Il dolore è tale che Rowena decide di convocare alla festa Joyce Reynolds (Michelle Yeoh), famosissima medium, nel tentativo di richiamare e interrogare, attraverso una seduta spiritica, il fantasma della figlia. Ma le cose non vanno come sperato e il Palazzo mette a dura prova le menti di tutti, anche quella dell’infallibile Poirot.
Terzo capitolo della “Trilogia di Poirot” iniziata da Branagh nel 2017 con Assassinio sull’Orient Express e seguito nel 2022 da Assassinio sul Nilo, Assassinio a Venezia rappresenta per molti aspetti la naturale prosecuzione di un’opera volta, più che ad adattare i romanzi di Agatha Christie, a celebrare ed “approfondire” uno dei suoi protagonisti più celebri, che Branagh –regista e protagonista- si taglia e cuce su misura.
Molto liberamente ispirato a Poirot e la strage degli innocenti (Hallowe’en Party) del 1969, del libro si conserva in realtà poco: qualche aspetto del crime, la presenza di Ariadne Oliver (alter ego della stessa Christie nei romanzi) e un Poirot stanco, meno sicuro di sé e più fragile. Un aspetto che mentre nel romanzo risulta subordinato al crime, in Assassinio a Venezia è invece il cuore del film, che ruota interamente sui tormenti dell’investigatore in lotta per ritrovare sé stesso.
Del crime rimane poco e Branagh non perde l’occasione per ricordarcelo disseminando ovunque indizi in bella vista per lo spettatore, al quale a metà film ormai resta ben poco di misterioso da risolvere, se non la curiosità di come ne uscirà il protagonista.
Assassinio a Venezia prima che un crime, è una ghost story, che tra jumpscare e vocine inquietanti, si avvale di tutti gli stratagemmi narrativi del genere per raccontare una fiaba di Halloween che spaventa i bambini, giocando sulle suggestioni e invitando ancora una volta a domandarsi quanto sia labile il confine tra reale e immaginario. Hercule Poirot, tormentato dai fantasmi di due guerre e di troppi omicidi, è convinto che basti smascherare la “ciarlatana” Reynolds per togliersi dagli impicci; ma i segreti del Palazzo sono troppi e con lo scorrere delle ore visioni sempre più cupe e insistenti rischiano di sgretolare lentamente anche la sua mente infallibile, lasciando spazio al più spaventoso dei nemici: Il Dubbio.
Ritroviamo in questo capitolo parte di quel senso di sontuosità e opulenza che hanno caratterizzato i primi due, ma in chiave tetra e decadente, con una Venezia notturna e avvolta da una terribile tempesta, versione distorta della cartolina turistica a cui siamo abituati.

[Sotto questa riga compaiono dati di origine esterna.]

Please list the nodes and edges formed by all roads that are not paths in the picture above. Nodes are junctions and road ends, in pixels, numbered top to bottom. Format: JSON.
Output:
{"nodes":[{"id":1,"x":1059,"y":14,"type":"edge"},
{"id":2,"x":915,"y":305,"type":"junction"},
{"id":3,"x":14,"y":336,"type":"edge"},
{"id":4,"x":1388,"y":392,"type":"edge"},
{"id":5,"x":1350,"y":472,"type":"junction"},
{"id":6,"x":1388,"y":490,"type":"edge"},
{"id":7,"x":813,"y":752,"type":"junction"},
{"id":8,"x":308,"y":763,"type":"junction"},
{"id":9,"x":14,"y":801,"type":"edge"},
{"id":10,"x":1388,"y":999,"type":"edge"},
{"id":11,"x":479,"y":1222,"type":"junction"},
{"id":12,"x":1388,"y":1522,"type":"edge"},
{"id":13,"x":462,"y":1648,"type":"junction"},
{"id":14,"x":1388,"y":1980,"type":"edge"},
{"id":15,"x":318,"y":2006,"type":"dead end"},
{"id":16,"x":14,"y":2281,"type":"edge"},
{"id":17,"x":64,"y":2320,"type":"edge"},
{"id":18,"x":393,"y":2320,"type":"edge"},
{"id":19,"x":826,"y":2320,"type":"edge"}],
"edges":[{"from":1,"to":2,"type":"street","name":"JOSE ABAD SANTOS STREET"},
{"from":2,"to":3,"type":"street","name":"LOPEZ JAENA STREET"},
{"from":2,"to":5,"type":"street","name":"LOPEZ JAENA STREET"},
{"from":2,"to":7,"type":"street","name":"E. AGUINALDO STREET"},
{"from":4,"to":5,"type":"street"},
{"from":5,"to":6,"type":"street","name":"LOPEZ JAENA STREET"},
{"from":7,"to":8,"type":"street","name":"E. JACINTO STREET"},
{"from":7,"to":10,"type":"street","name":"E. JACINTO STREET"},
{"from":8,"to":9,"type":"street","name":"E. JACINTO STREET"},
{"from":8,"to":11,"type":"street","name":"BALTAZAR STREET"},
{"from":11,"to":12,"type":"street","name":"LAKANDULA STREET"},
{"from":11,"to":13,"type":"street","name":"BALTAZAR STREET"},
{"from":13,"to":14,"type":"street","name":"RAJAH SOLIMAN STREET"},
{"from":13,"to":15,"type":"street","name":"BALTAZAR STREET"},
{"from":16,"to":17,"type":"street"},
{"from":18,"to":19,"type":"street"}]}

Il Palazzo dove le vicende sono ambientate, tipica dimora nobiliare veneziana, è sinistro e inospitale, perfetto per intrappolare e portare alla follia un gruppo di persone costrette a passarci la notte. Evidenti per chi conosce la città le similitudini con Ca’ Dario, la dimora maledetta del Sestriere di Dorsoduro, la cui storia ha evidentemente influenzato non poco la scelta della location del film.
Assassinio a Venezia non deluderà le aspettative di chi aveva già apprezzato i primi due capitoli, proseguendo filologicamente sulla linea che Branagh aveva iniziato a tracciare. Un cast esemplare, capitanato da Branagh nel ruolo del “suo” Poirot, che non rispecchia a pieno, volutamente e deliberatamente, il personaggio creato dalla Christie.
Un film il cui più grande difetto forse sarà proprio negli occhi dei fan dell’autrice, che dovranno essere magnanimi nel giudicare una storia che più che mai svilisce la genialità di una grande –forse la più grande- giallista, in nome di una scelta narrativa diversa, apprezzabile ma non migliore.